Hello and welcome back to Startups Weekly, a weekend newsletter that dives into the week’s noteworthy startups and venture capital news. Before I jump into today’s topic, let’s catch up a bit. Last week, I wrote about the flurry of IPO filings. Before that, I noted the differences between raising cash from angels vs. traditional venture capitalists.

Remember, you can send me tips, suggestions and feedback to kate.clark@techcrunch.com or on Twitter @KateClarkTweets. If you don’t subscribe to Startups Weekly yet, you can do that here.

What’s new

Venture capitalists look for companies poised to disrupt markets untouched by innovative technology. Believe it or not, a very small percentage of jewelry shopping is done online, which means there’s a big opportunity — for the right team — to bring jewelry buyers and sellers to the 21st century.CVC Stones 02

Enter Pietra, a new startup that’s just raised $4 million in a round led by Andreessen Horowitz’s Andrew Chen (Substack & Hipcamp investor). Robert Downey Jr.’s VC fund Downey Ventures and Will Smith’s fund Dreamers Fund also participated, as did Hollywood manager Scooter Braun, Michael Ovitz and supermodel Joan Smalls.

I spoke to the founding team, which includes Uber alum Ronak Trivedi and Ashley Bryan, who hails from fashion e-commerce site Moda Operandi. The pair bring a healthy mix of technology and fashion expertise to the mix. Trivedi tells TechCrunch he’s drawn on his Uber experience to recruit engineers from top tech companies and to advocate for fast growth. Meanwhile, Bryan has leveraged her fashion industry connections to establish relationships with luxury designers.

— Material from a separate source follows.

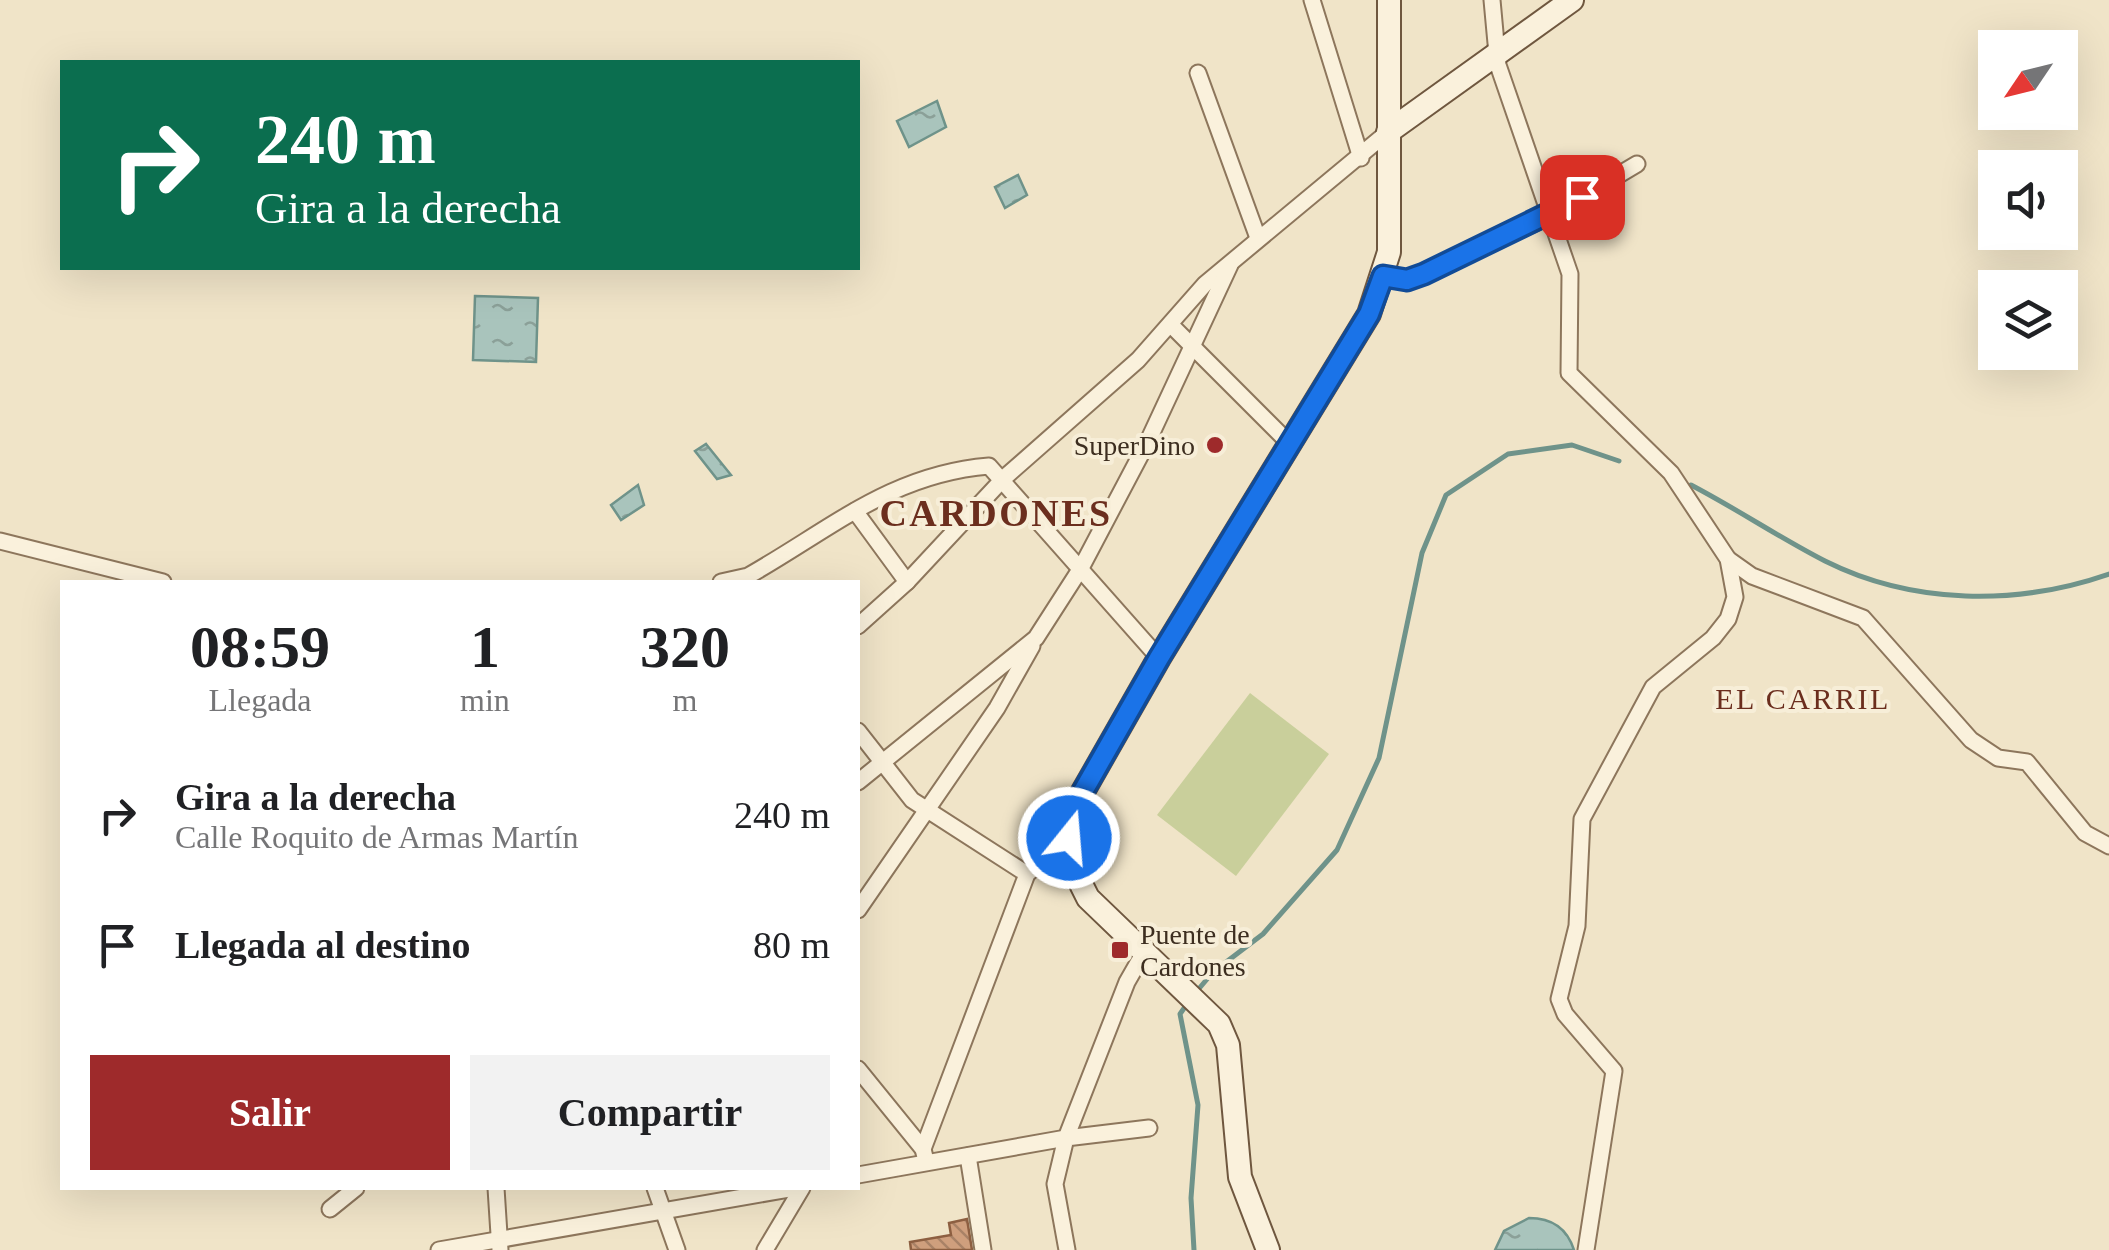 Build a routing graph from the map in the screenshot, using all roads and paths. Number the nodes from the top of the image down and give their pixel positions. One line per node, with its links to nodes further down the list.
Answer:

 “Fashion is typically really under-resourced in terms of tech,” Bryan tells TechCrunch. “[The fashion industry] is great at the creativity part but it’s tough, especially with jewelry because you really have to put up a lot of capital.”

Pietra’s plan is to create a high-end marketplace for consumers to connect with jewelry designers. To do this, the team has adopted the standard marketplace approach, taking a 30% marketplace fee from sellers, as well as a 7% fee from buyers commissioning jewelry on the platform.

“Whether you do custom jewelry or engagement jewelry or you do jewelry for celebrities like Drake, you can come on Pietra and connect with a global marketplace,” says Trivedi.

The jewelry market is expected to be worth more than $250 billion by 2020, according to McKinsey research. And where there’s a billion-dollar market, there are VCs. 

“Even though gemstones and jewelry have been at the center of art, commerce, and culture since the dawn of human civilization — going from stone jewelry created 40,000 years ago in Africa to the trade routes between East and West to Fifth Avenue in New York to the Instagram feed on your phone — the technology for discovering, designing, and purchasing jewelry online hasn’t evolved much at all,” writes a16z’s Chen, who overlapped with Trivedi during his Uber tenure.

Pietra completed its official launch this week. It has 100 designers on the platform and counting, along with what the founders say is a lengthy waitlist.

hands signing check 1

In other news

This week I published a long feature on the state of seed investing in the Bay Area. The TL;DR? Mega-funds are increasingly battling seed-stage investors for access to the hottest companies. As a result, seed investors are getting a little more creative about how they source deals. It’s a dog-eat-dog world out there and everyone wants a stake in The Next Big Thing. Read the story here.

Demo Day

Y Combinator graduated another batch of 200 companies this week. We were there both days, taking notes on each and every company. To make things easy on you, I’ve put together the ultimate YC reading list:

Here’s a look at some of the profiles we’ve written on the S19 companies:

Listen

We recorded two great episodes of Equity, TechCrunch’s venture capital podcast, this week. The first was with YC CEO Michael Seibel, in which he speaks to trends at the seed stage of investing, changes at the accelerator program, including its move to San Francisco and more. You can listen to that one here. Plus, we had on Unusual Ventures co-founder and partner John Vrionis, who talked to us about direct listings versus IPOs and the future of DoorDash and Airbnb. You can listen to that one here.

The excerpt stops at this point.